Missione impossibile: presenza 100%: «Solo una scuola su tre può averla»

Il presidente Tomei fa il punto sulle superiori ipotizzando il distanziamento anche a settembre: «Resta la Dad al 25%»

«Tutti vogliamo la scuola in presenza al 100%, io per primo. Ma nelle attuali condizioni di distanziamento, solo una minoranza delle superiori è nella condizione di offrire gli spazi adatti: solo 10 istituti su 30, per essere chiari». Non fa giri di parole il presidente della Provincia Gian Domenico Tomei, e va dritto al cuore del problema in vista di settembre. Perché se adesso alle superiori si è rientrati con il 50%, nessuno per l’inizio del nuovo anno vorrebbe ancora un ricorso alla famigerata didattica a distanza. Le famiglie si aspettano più che mai il 100% in presenza. Ma è fattibile in un contesto che vede continuamente aumentare il numero degli iscritti alle superiori? A settembre sarà record assoluto con 35.395 studenti, 817 in più rispetto a quest’anno.

Tomei, non è davvero possibile collocarli tutti?


«No, se a settembre saranno mantenute le attuali regole di distanziamento, le scuole che possono svolgere didattica in presenza al 100% si contano sulle dita di due mani: dieci su trenta. Una su tre, se preferiamo».

Ma non si possono fare ampliamenti? Prendere in affitto spazi extra?

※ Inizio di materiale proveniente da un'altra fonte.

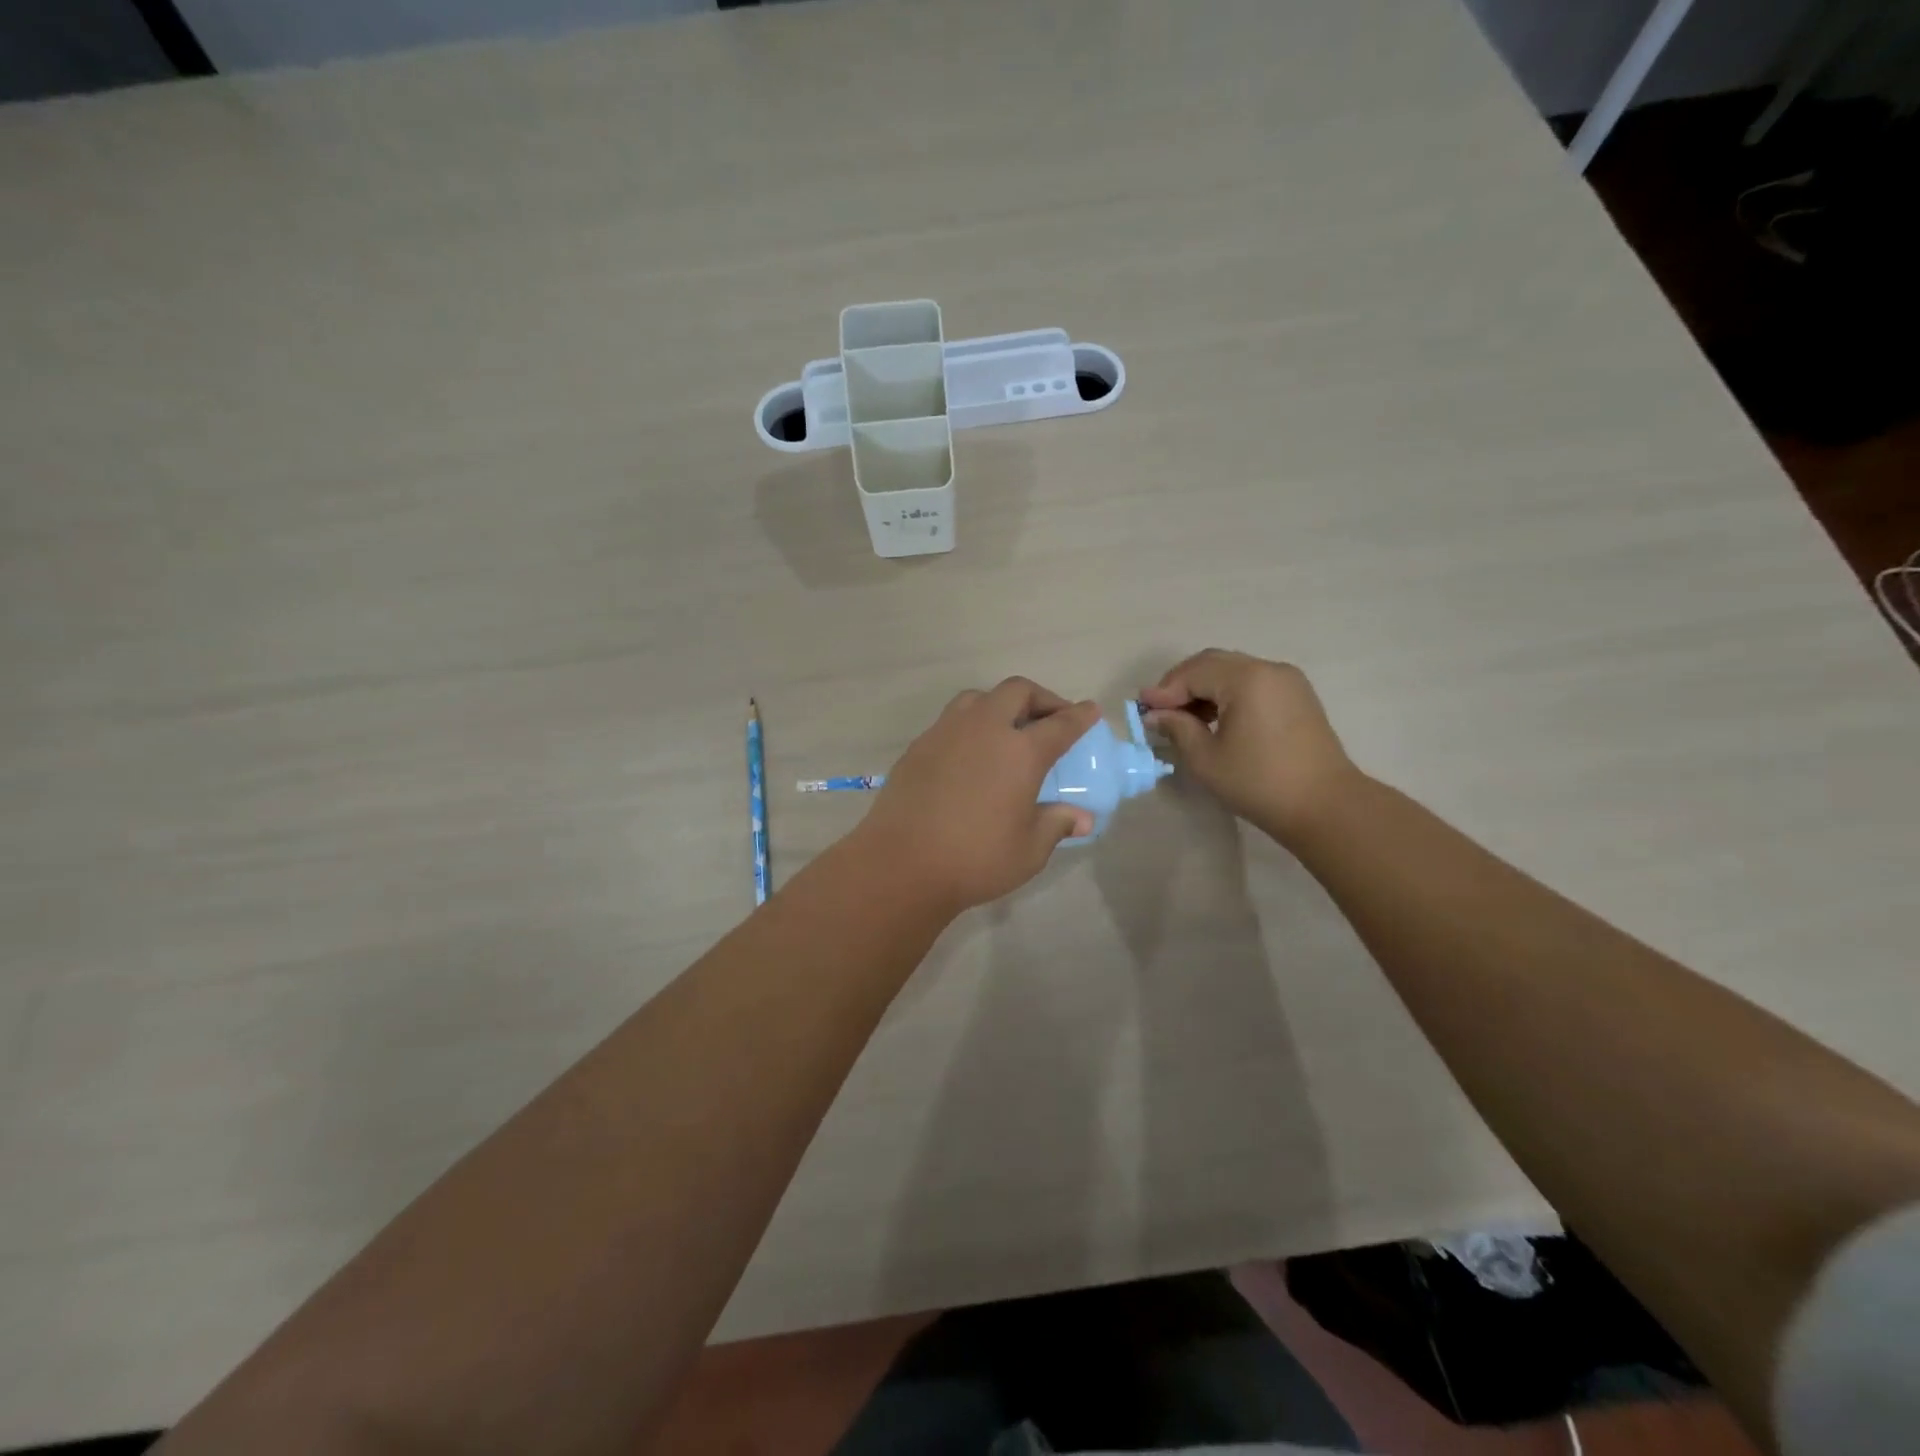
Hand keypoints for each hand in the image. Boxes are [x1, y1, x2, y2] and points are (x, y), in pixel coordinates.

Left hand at [851, 678, 1099, 916]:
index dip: (1079, 716)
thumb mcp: (1029, 850)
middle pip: (1017, 692)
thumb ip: (1057, 825)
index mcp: (1020, 751)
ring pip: (978, 698)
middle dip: (1040, 698)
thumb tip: (1083, 819)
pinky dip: (970, 725)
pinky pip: (951, 720)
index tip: (1090, 710)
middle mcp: (985, 729)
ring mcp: (946, 732)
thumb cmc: (975, 859)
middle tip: (1050, 719)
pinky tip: (970, 753)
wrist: (902, 863)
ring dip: (1000, 704)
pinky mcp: (919, 745)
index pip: (1060, 724)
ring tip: (1007, 729)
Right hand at [1138, 649, 1358, 844]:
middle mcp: (1268, 669)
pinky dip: (1227, 693)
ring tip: (1183, 716)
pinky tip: (1214, 717)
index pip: (1193, 673)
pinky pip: (1252, 682)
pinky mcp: (1297, 696)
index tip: (1141, 708)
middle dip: (1181, 683)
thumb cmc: (1259, 782)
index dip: (1164, 690)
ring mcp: (1287, 681)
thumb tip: (1156, 715)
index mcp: (1246, 679)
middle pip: (1213, 663)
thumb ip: (1178, 729)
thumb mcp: (1206, 759)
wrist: (1325, 806)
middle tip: (1158, 708)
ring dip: (1204, 687)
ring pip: (1233, 670)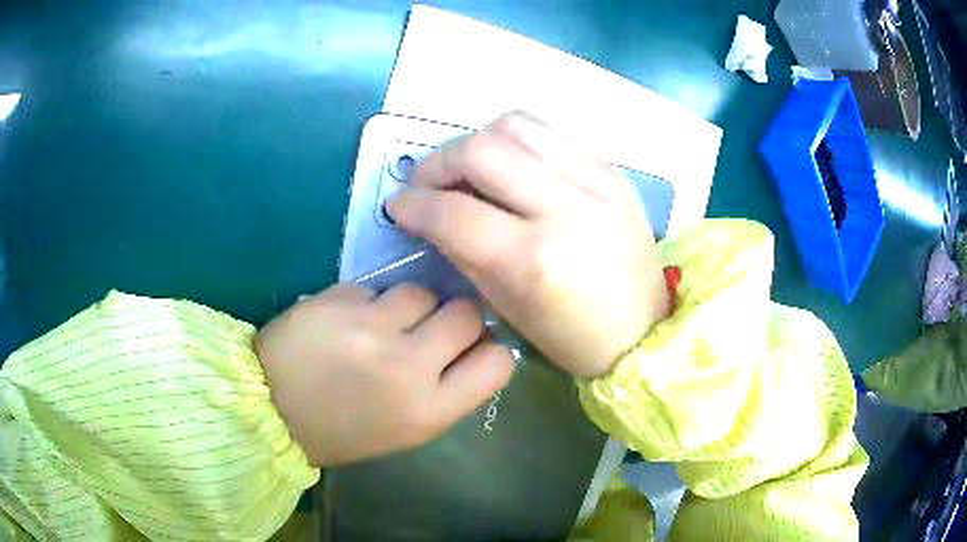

«Gli ampliamenti li stiamo facendo, ma non si può prendere dappertutto. Abbiamo già due interventi consistenti in via di completamento che saranno senz’altro pronti a settembre: le 18 nuove aule per il Selmi di Modena e le altre 18 per il Levi-Paradisi di Vignola. Solo quest’anno abbiamo messo 17 milioni sull’edilizia scolastica per ampliamenti e miglioramenti sismici, come quelli che stiamo facendo al Barozzi e che faremo al Fermi. Abbiamo già pianificato anche l’ampliamento del Fanti Da Vinci di Carpi e il nuovo Formiggini di Sassuolo, da 5,7 milioni. Ma non si può avere tutto subito. Quanto agli spazi in affitto, noi li cerchiamo, ma loro ci sono? Perché io di spazi adatti a diventare scuola, con i requisiti di sicurezza che ci vogliono, a partire dall’antisismica, non ne vedo mica molti. Ma non fermiamoci agli spazi: e i trasporti?».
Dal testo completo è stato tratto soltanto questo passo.